* [Source data]
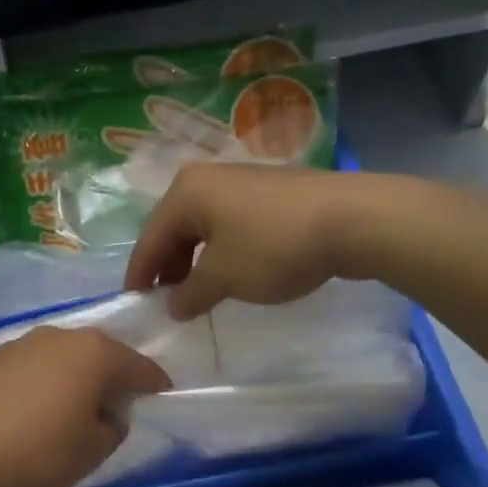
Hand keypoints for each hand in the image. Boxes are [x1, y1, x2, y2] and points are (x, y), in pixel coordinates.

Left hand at [0, 327, 171, 486]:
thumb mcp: (91, 453)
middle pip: (97, 355)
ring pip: (59, 359)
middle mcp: (57, 337)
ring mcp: (18, 344)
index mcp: (93, 354)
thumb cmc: (34, 454)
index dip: (154, 384)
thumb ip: (112, 428)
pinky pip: (27, 369)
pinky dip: (37, 384)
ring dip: (70, 379)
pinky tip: (27, 412)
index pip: (138, 366)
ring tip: (68, 411)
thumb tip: (108, 413)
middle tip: (115, 407)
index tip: (161, 396)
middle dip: (110, 378)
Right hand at [125, 164, 353, 319]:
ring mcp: (240, 183)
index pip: (149, 239)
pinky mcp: (268, 193)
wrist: (353, 219)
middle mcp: (207, 179)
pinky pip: (228, 225)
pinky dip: (221, 252)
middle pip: (174, 230)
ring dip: (195, 262)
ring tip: (199, 293)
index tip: (134, 305)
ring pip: (202, 228)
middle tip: (168, 303)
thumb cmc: (273, 246)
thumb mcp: (223, 278)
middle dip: (168, 268)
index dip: (140, 275)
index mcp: (185, 192)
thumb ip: (189, 294)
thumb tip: (172, 306)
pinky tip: (231, 273)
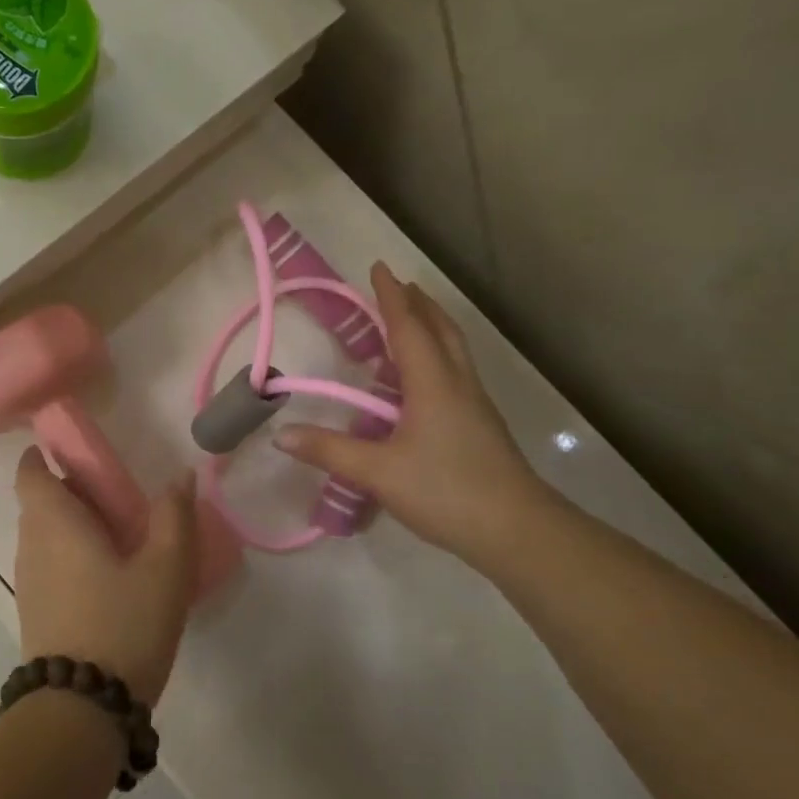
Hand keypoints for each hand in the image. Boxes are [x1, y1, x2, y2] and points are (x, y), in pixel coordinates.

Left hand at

* [Exercise]
Every entry above needs to be retyped exactly; drop the pictures.

* [Solution]
Hand keypoints for each hand in the image. Boxes are [x1, y1, x2, y2] and points are (x, y), in pixel coordinates.

Left hand at [0, 327, 171, 486]:
thumb mcp: (91, 453)
middle pip: (97, 355)
ring pip: (59, 359)
middle mcp: (57, 337)
ring mcp: (18, 344)
index mcp: (93, 354)
thumb cmc: (34, 454)
index dip: (154, 384)
thumb ip: (112, 428)
pinky pip: (27, 369)
pinky dip: (37, 384)
ring dip: (70, 379)
pinky tip: (27, 412)
index pip: (138, 366)
ring tip: (68, 411)
thumb tip: (108, 413)
middle tip: (115, 407)
index tip: (161, 396)
middle dip: (110, 378)
Right hand at [125, 164, 353, 319]:
ring mcp: (240, 183)
index pip: (149, 239)
pinky mcp: (268, 193)
wrist: (353, 219)
middle mcp: (207, 179)
pinky pip: (228, 225)
pinky dip: (221, 252)
middle pip: (174, 230)
ring dip: (195, 262)
ring tip: (199, 293)
index tip: (134, 305)
ring pip: (202, 228)
middle tip: (168, 303)
thumb cmc: (273, 246)
thumb mcp: (223, 278)
middle dip: (168, 268)
index dip: (140, 275)
index mcp: (185, 192)
thumb ip: (189, 294)
thumb tip: (172, 306)
pinky tip: (231, 273)
Hand keypoints for each hand in the image. Boxes are [x1, y1, x2, y2] and points are (x, y), in pixel coordinates.

Left hand at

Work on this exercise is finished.